Concurrent Engineering and Precision Manufacturing Technologies
Concurrent engineering and precision manufacturing technologies will be
used to ensure that both the production prototype and low rate production lots
under EDA are manufactured with virtual-production cost effectiveness, quality
and operational fidelity.
Contracting Structure
The contracting structure for EDA would be patterned after the black, X-model
and commercial programs described below. Cost Plus Incentive Fee/Award Fee
contracts should be designed to incentivize balance between performance, cost
and schedule.
Acquisition Teamwork
EDA would use lean Integrated Product Teams, made up of acquisition and
user experts joined by industry development experts; all focusing on continuous
cost benefit tradeoffs to balance performance, cost and schedule. Empowerment
would be within the IPT, subject to corporate-type Delegations of Authority.
IPTs would also manage Opeval testing, using non-organic contractor logistic
support until full production.
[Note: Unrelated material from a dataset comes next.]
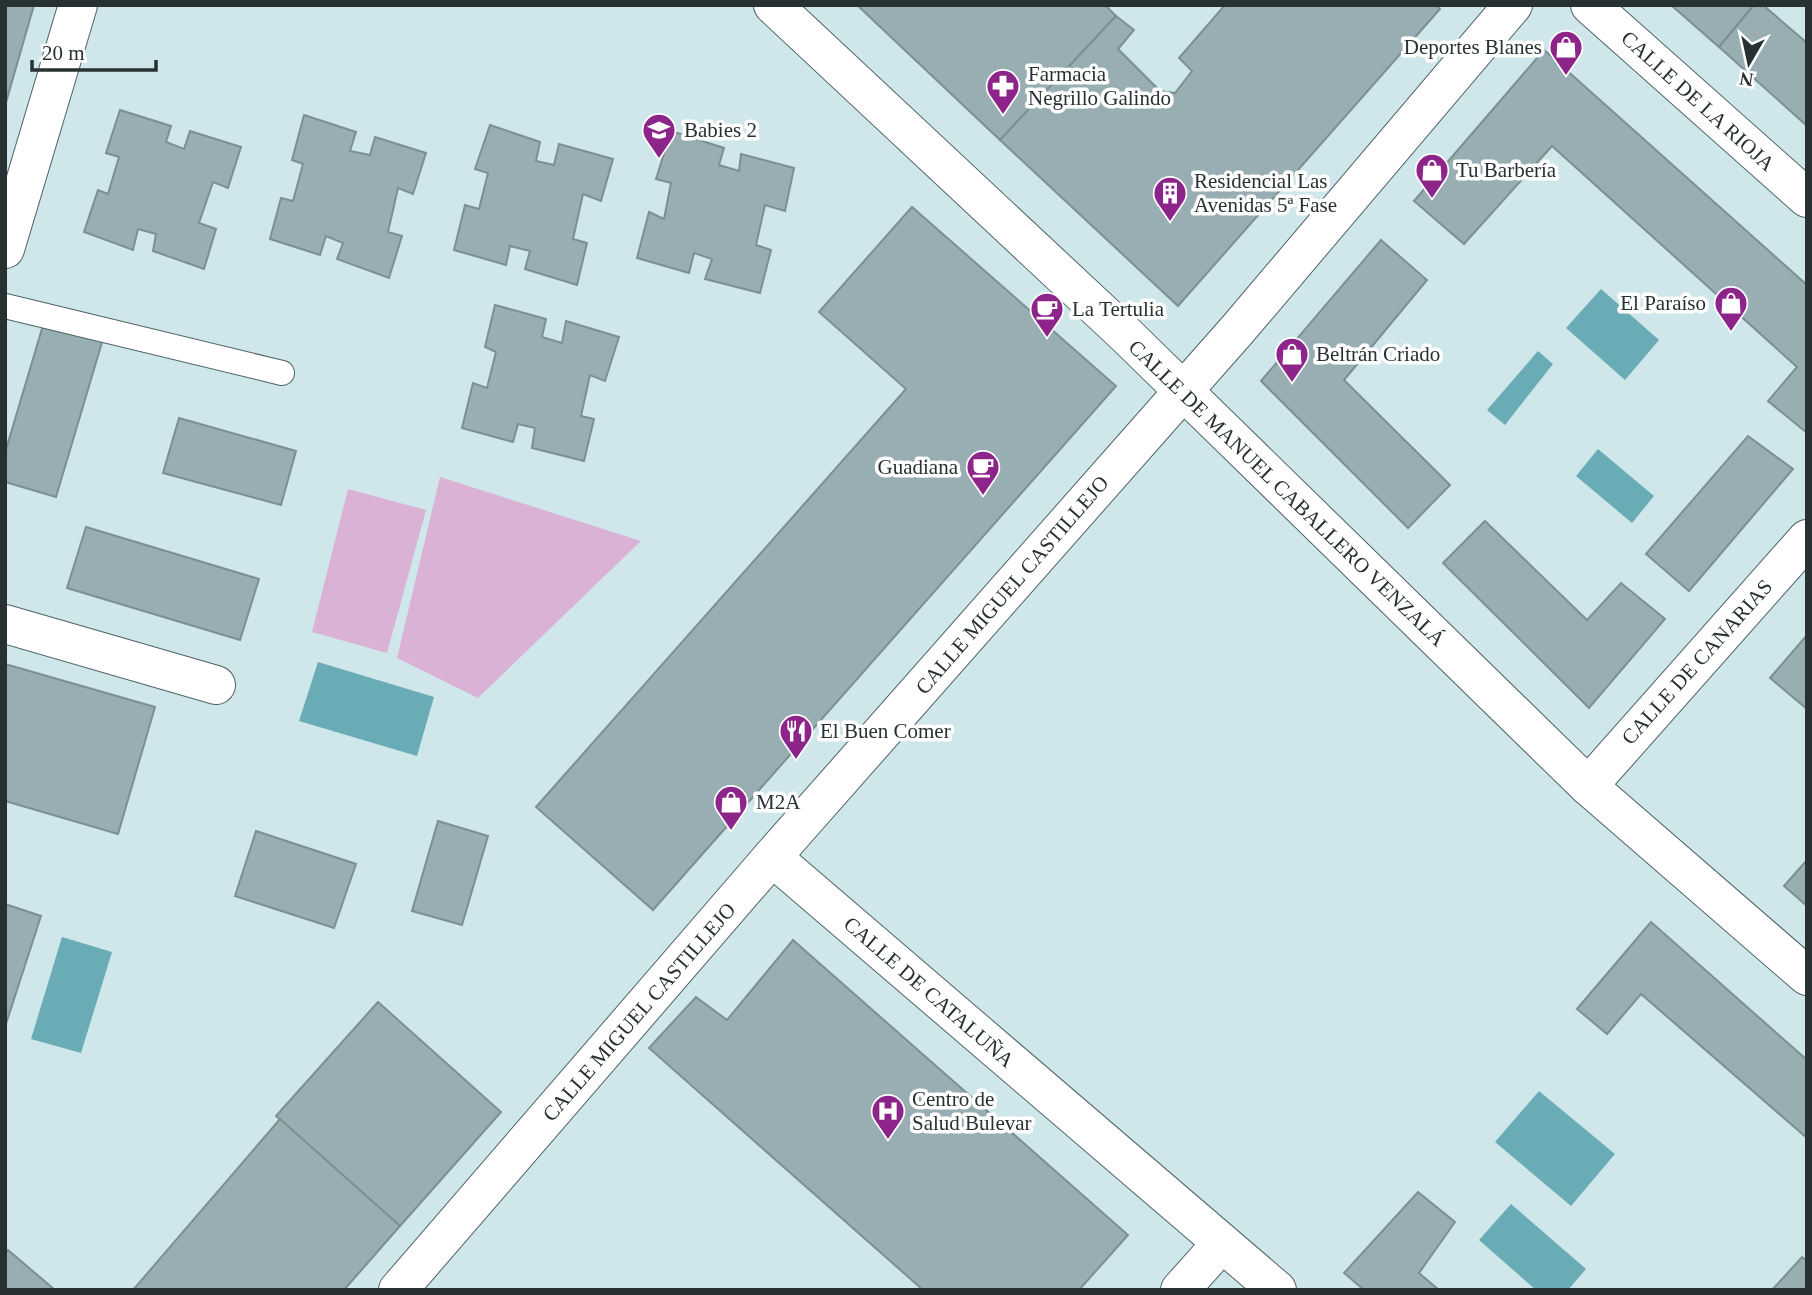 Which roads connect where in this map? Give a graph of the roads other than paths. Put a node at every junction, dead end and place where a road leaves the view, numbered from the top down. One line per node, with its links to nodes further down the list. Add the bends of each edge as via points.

IPTs would avoid costly subteam structures or
management tools contrary to the streamlined EDA contracting approach above.
Past Successful Practices
Successful management practices from recent military and commercial
developments have been drawn upon to help define EDA. A highly successful
black system, a missile defense system, an X-Model airplane, a new commercial
air transport and an advanced technology electronics item have been selected
because their successes are most relevant to EDA:
-
F-117 Tactical Fighter - This program has become a hallmark of
successful acquisition practice. During a brief period in the 1980s, this
highly advanced system was developed and fielded as a 59 aircraft wing, typical
of smaller battle group deployments likely in the future. Operational
requirements focused on a short list of three principal characteristics --
stealth signature, range and weapon accuracy. These were constantly traded off
to foster heavy use of existing F-18, F-16 and F-15 subsystem assets,
permitting funding to be focused on the new stealth technology. The
development and fielding cycle was very short; non-value technical, management
and financial reporting was excluded; and long term funding stability was
emphasized to avoid year-to-year incremental funding disruption.
-
Theater High Altitude Air Defense (THAAD) System - THAAD uses
DoD-5000 phasing in a relatively positive way. During Phase I, an initial
missile defense capability to combat today's basic threats is fielded for user
operational evaluation. Phase II is to develop system upgrades for expanded
capability. THAAD's strategy is important because it breaks away from the
grand design culture for basic fielding and shortens development cycle time.
-
X-31 Aircraft - This fine cooperative effort between the US and
Germany used barebones funding, contract tasking and solid teamwork to fashion
the first new X-Model program in decades. It was managed using approved
"contractor plans" and, much like the F-117, it uses existing subsystems in
areas not critical to its advanced combat aerodynamics.
-
777 Transport - This new air transport uses technology for
incremental performance growth, affordability, safety and passenger comfort;
rather than a grand design leap in capability. Emphasis on long term supplier
relationships achieved unprecedented reductions of lead time to less than a
year; not on counterproductive recompetitions or second sourcing which cause
data rights issues and preclude long term logistic support/maintenance by the
original team. Oversight and reporting is principally to support FAA
inspection and safety needs.
-
Precision Location GPS Receiver (PLGR) - This 17,000 unit program
is a fine example of the use of commercial practices on a military requirement.
The contractor developed the equipment outside of the DoD-5000 process and the
production offer permitted the government to either reduce or eliminate
DoD-5000 mil-specs, standards, data, clauses and overhead cost. Reductions
within the procuring agencies authority provided 20% savings and full
elimination of DoD-5000 requirements would have provided a 37% savings.